Published on May 26, 2022
“𝐃𝐨𝐞𝐬 𝐦𝐲 𝐬𝐭𝐨𝐦𝐚𝐜𝐡 𝐬𝐡𝐫𝐢𝐧𝐤 𝐰𝐡𝐞𝐧 𝐈 𝐥𝐨𝐬𝐞 𝐰𝐞𝐢𝐠𝐡𝐭?”
Well, that’s sure a question I’ve heard a time or two or 10,000 over the years from clients.
Sorry, folks, but no. It does not. Short of surgery, it is not possible to shrink the stomach.
The stomach is a little like a balloon — it stretches to fill when you eat and drink and goes back to its regular size when emptied. (When you stretch your stomach with a lot of food, it doesn’t stay that way or stretch out. It simply goes back to its previous size once it digests your food.)
Also, you cannot consistently change the physical size of your stomach by eating differently or in small amounts. For example, NOT eating won’t cause your stomach to shrink over time; and eating small amounts of food won’t “shrink’ your stomach either. Again, the only way to permanently reduce your stomach’s size is through surgery.
Most adults have roughly the same size stomach, even though people can weigh different amounts. Your empty stomach is about 12 inches long by 6 inches across at its widest point. As an adult, your stomach can expand to hold about 1 quart of food.

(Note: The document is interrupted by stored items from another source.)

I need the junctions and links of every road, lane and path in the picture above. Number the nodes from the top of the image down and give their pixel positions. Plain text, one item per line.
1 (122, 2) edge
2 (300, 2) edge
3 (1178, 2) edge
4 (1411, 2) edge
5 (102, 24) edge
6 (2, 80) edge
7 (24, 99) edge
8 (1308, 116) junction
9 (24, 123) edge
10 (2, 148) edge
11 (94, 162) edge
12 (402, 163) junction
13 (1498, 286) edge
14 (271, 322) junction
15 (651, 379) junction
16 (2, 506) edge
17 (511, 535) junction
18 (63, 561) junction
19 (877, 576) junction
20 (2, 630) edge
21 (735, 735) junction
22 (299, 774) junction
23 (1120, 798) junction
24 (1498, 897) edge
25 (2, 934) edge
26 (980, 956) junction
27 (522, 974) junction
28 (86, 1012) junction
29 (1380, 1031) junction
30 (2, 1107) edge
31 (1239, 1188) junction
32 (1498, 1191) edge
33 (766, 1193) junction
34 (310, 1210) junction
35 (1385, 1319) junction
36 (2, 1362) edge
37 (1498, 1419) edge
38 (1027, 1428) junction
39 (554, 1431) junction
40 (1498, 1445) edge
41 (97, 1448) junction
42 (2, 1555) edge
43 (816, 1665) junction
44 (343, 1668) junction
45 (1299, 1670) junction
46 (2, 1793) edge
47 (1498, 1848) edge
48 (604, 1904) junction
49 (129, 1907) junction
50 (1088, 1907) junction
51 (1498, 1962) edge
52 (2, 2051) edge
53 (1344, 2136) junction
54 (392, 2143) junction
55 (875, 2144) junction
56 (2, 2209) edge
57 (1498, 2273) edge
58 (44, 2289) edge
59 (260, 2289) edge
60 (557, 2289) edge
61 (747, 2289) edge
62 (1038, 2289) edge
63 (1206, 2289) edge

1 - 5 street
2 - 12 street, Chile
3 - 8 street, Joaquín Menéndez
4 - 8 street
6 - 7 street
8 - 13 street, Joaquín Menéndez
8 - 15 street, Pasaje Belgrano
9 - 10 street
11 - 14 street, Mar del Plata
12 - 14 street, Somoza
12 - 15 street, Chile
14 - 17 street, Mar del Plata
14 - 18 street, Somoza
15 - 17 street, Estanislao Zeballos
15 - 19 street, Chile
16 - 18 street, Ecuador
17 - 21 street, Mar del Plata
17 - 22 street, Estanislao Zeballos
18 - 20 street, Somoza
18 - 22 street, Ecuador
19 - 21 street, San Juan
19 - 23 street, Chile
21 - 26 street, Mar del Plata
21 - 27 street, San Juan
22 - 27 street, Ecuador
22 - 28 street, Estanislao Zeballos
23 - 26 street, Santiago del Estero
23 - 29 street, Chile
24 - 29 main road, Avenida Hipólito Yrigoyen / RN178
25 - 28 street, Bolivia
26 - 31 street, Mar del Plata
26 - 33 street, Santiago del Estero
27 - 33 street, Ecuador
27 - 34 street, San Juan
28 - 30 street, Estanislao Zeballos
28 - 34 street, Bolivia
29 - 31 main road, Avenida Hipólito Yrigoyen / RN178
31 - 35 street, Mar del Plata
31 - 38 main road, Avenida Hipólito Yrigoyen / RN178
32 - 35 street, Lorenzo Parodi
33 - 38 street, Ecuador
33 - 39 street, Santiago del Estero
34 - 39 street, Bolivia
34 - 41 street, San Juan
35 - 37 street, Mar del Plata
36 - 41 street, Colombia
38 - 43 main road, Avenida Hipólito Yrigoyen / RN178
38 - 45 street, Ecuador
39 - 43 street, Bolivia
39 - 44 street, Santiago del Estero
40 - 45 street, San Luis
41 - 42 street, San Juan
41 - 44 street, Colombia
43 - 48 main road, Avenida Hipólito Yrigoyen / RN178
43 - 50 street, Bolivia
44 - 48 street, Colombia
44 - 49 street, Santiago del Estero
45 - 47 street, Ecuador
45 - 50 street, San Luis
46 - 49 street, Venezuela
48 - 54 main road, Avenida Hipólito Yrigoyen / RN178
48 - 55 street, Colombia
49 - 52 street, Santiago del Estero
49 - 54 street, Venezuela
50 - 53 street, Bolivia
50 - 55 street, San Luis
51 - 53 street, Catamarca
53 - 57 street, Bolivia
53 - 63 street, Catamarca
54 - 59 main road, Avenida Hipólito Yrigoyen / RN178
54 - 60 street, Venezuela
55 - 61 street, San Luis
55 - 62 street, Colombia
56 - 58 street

Having said all of the above, while it is not possible to shrink the stomach, it 𝒊𝒔 possible to change how your stomach adjusts to hunger and feelings of fullness.
As you lose weight, there are hormonal changes that affect our feelings of hunger and thirst, namely changes in the hunger hormones ghrelin (hunger) and leptin (satiety). (And of course, having a stable glucose level throughout the day from eating correctly and being at a healthier weight also plays a major hormonal role in your appetite and weight control.)
These are the factors that control whether you feel hungry or full, but none of them are related to any changes in the size of your stomach (even though it might feel like it).